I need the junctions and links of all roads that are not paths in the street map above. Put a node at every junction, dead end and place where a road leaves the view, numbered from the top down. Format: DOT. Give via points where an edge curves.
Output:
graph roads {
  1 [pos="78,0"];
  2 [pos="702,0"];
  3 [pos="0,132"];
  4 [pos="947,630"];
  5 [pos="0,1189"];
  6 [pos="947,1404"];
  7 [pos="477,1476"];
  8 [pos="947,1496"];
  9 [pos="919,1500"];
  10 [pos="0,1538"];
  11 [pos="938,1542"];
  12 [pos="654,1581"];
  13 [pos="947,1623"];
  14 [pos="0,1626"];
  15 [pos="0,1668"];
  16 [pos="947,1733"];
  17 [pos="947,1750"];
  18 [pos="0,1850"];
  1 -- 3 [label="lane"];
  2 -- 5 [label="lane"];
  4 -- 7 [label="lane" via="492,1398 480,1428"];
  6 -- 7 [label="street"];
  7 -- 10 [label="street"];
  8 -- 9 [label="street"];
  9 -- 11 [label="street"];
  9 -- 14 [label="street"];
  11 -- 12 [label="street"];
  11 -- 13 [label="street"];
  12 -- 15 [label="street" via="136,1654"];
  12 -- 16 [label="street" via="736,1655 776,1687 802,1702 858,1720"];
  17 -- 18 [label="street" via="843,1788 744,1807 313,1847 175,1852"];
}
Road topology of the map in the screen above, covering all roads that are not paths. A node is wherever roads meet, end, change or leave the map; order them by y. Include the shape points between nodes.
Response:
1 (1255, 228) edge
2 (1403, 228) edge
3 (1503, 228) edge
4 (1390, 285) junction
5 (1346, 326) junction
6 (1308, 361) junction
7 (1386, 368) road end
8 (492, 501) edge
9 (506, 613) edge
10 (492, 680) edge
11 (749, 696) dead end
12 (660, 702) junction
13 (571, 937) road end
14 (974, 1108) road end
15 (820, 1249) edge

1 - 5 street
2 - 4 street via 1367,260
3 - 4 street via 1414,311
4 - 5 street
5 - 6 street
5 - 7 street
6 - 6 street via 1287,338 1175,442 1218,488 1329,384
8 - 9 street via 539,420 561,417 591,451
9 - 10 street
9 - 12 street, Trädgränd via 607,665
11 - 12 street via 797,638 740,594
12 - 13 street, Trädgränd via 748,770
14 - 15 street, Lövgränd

━━━━━━━━━━━━━━━━

EXERCISE PROMPT: Your task is to repeat the data exactly, with nothing left out.

RESPONSE BELOW:
I need the junctions and links of all roads that are not paths in the street map above. Put a node at every junction, dead end and place where a road leaves the view, numbered from the top down. Format: DOT. Give via points where an edge curves.
Output:
graph roads {
  1 [pos="78,0"];
  2 [pos="702,0"];
  3 [pos="0,132"];
  4 [pos="947,630"];
  5 [pos="0,1189"];
  6 [pos="947,1404"];
  7 [pos="477,1476"];
  8 [pos="947,1496"];
  9 [pos="919,1500"];
  10 [pos="0,1538"];
  11 [pos="938,1542"];
  12 [pos="654,1581"];
  13 [pos="947,1623"];
  14 [pos="0,1626"];
  15 [pos="0,1668"];
  16 [pos="947,1733"];
  17 [pos="947,1750"];
  18 [pos="0,1850"];
  1 -- 3 [label="lane"];
  2 -- 5 [label="lane"];
  4 -- 7 [label="lane" via="492,1398 480,1428"];
  6 -- 7 [label="street"];
  7 -- 10 [label="street"];
  8 -- 9 [label="street"];
  9 -- 11 [label="street"];
  9 -- 14 [label="street"];
  11 -- 12 [label="street"];
  11 -- 13 [label="street"];
  12 -- 15 [label="street" via="136,1654"];
  12 -- 16 [label="street" via="736,1655 776,1687 802,1702 858,1720"];
  17 -- 18 [label="street" via="843,1788 744,1807 313,1847 175,1852"];
}
Road topology of the map in the screen above, covering all roads that are not paths. A node is wherever roads meet, end, change or leave the map; order them by y. Include the shape points between nodes.
Response:
1 (1255, 228) edge
2 (1403, 228) edge
3 (1503, 228) edge
4 (1390, 285) junction
5 (1346, 326) junction
6 (1308, 361) junction
7 (1386, 368) road end
8 (492, 501) edge
9 (506, 613) edge
10 (492, 680) edge
11 (749, 696) dead end
12 (660, 702) junction
13 (571, 937) road end
14 (974, 1108) road end
15 (820, 1249) edge

1 - 5 street
2 - 4 street via 1367,260
3 - 4 street via 1414,311
4 - 5 street
5 - 6 street
5 - 7 street
6 - 6 street via 1287,338 1175,442 1218,488 1329,384
8 - 9 street via 539,420 561,417 591,451
9 - 10 street
9 - 12 street, Trädgränd via 607,665
11 - 12 street via 797,638 740,594
12 - 13 street, Trädgränd via 748,770
14 - 15 street, Lövgränd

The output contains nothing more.